START Provided data
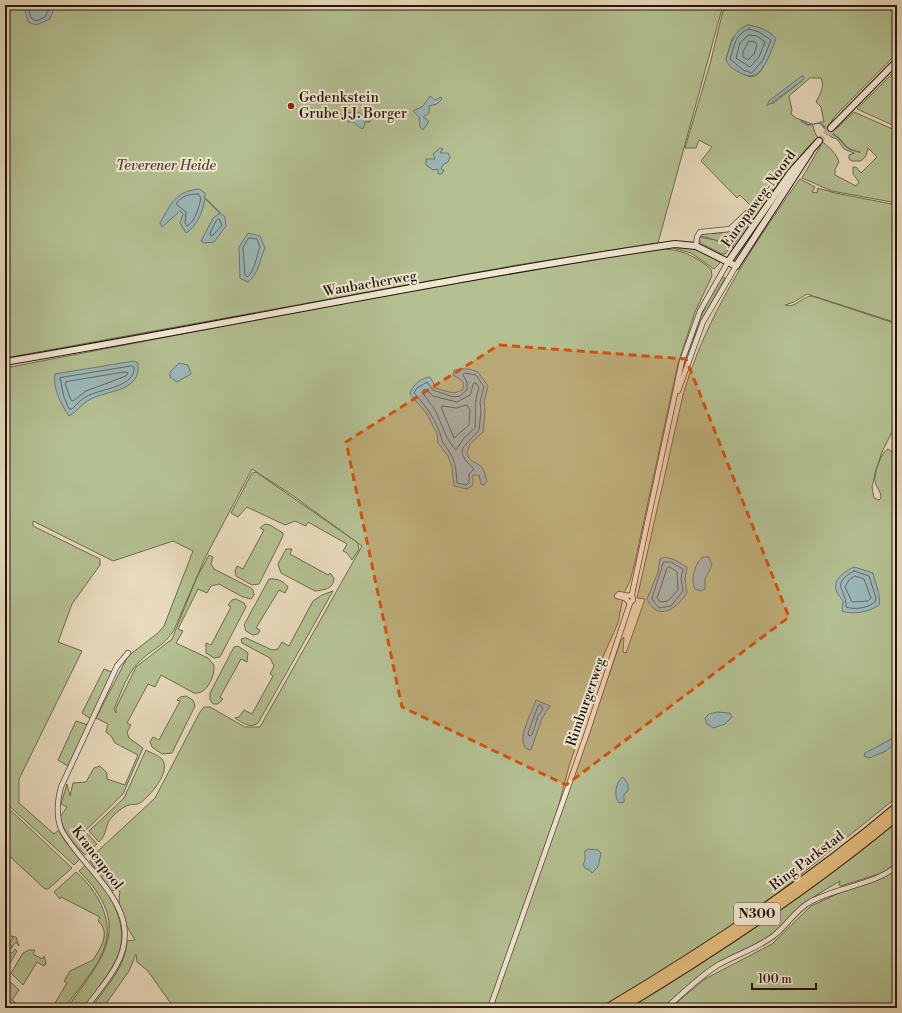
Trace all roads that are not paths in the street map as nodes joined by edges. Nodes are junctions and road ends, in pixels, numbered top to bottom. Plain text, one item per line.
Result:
1 (897, 61) edge
2 (831, 128) tunnel mouth
3 (819, 141) tunnel mouth
4 (810, 152) junction
5 (752, 208) dead end
6 (696, 246) junction
7 (728, 262) junction
8 (736, 266) junction
9 (5, 362) edge
10 (676, 396) junction
11 (632, 594) junction
12 (630, 603) junction
13 (128, 653) dead end
14 (897, 807) edge
15 (897, 816) edge
16 (897, 865) edge
17 (86, 1008) edge
18 (490, 1008) edge
19 (608, 1008) edge
20 (621, 1008) edge
21 (666, 1008) edge

1 - 2 street
3 - 4 street, Europaweg-Noord
4 - 7 street, Europaweg-Noord
4 - 8 street, Europaweg-Noord
5 - 6 street, Europaweg-Noord
6 - 7 street, Waubacherweg
6 - 9 street, Waubacherweg
7 - 8 street, Waubacherweg
7 - 10 street, Rimburgerweg
8 - 10 street, Rimburgerweg
10 - 11 street, Rimburgerweg
11 - 12 street, Rimburgerweg
11 - 12 street
12 - 18 street, Rimburgerweg
13 - 17 street, Kranenpool
14 - 19 highway, Ring Parkstad / N300
15 - 20 highway, Ring Parkstad / N300
16 - 21 street

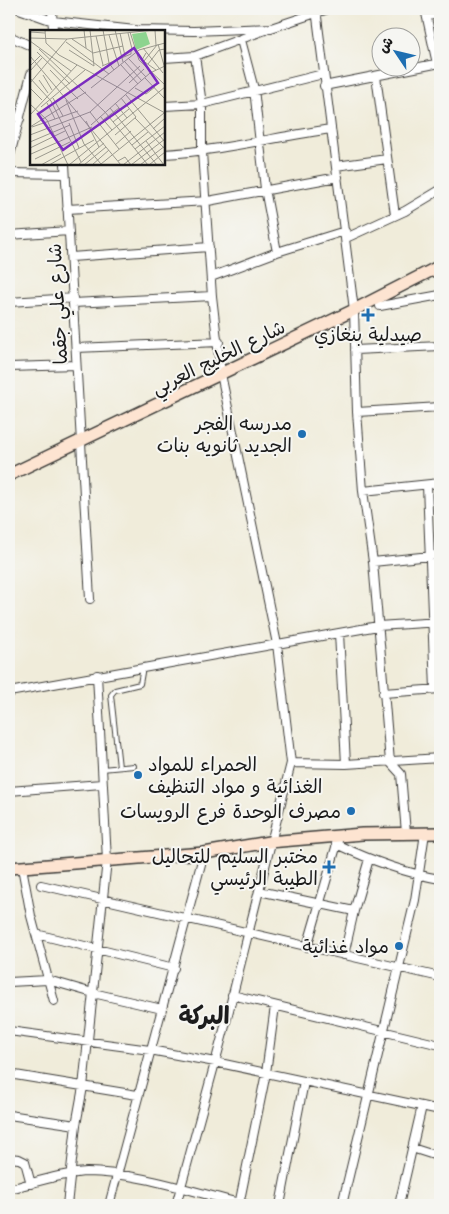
END Provided data
Exercise description: Be exact. Write out all the entries and omit the pictures.

Answer to the exercise:
Trace all roads that are not paths in the street map as nodes joined by edges. Nodes are junctions and road ends, in pixels, numbered top to bottom. Plain text, one item per line.
Result:
1 (897, 61) edge
2 (831, 128) tunnel mouth
3 (819, 141) tunnel mouth
4 (810, 152) junction
5 (752, 208) dead end
6 (696, 246) junction
7 (728, 262) junction
8 (736, 266) junction
9 (5, 362) edge
10 (676, 396) junction
11 (632, 594) junction
12 (630, 603) junction
13 (128, 653) dead end
14 (897, 807) edge
15 (897, 816) edge
16 (897, 865) edge
17 (86, 1008) edge
18 (490, 1008) edge
19 (608, 1008) edge
20 (621, 1008) edge
21 (666, 1008) edge

1 - 2 street
3 - 4 street, Europaweg-Noord
4 - 7 street, Europaweg-Noord
4 - 8 street, Europaweg-Noord
5 - 6 street, Europaweg-Noord
6 - 7 street, Waubacherweg
6 - 9 street, Waubacherweg
7 - 8 street, Waubacherweg
7 - 10 street, Rimburgerweg
8 - 10 street, Rimburgerweg
10 - 11 street, Rimburgerweg
11 - 12 street, Rimburgerweg
11 - 12 street
12 - 18 street, Rimburgerweg
13 - 17 street, Kranenpool
14 - 19 highway, Ring Parkstad / N300
15 - 20 highway, Ring Parkstad / N300
16 - 21 street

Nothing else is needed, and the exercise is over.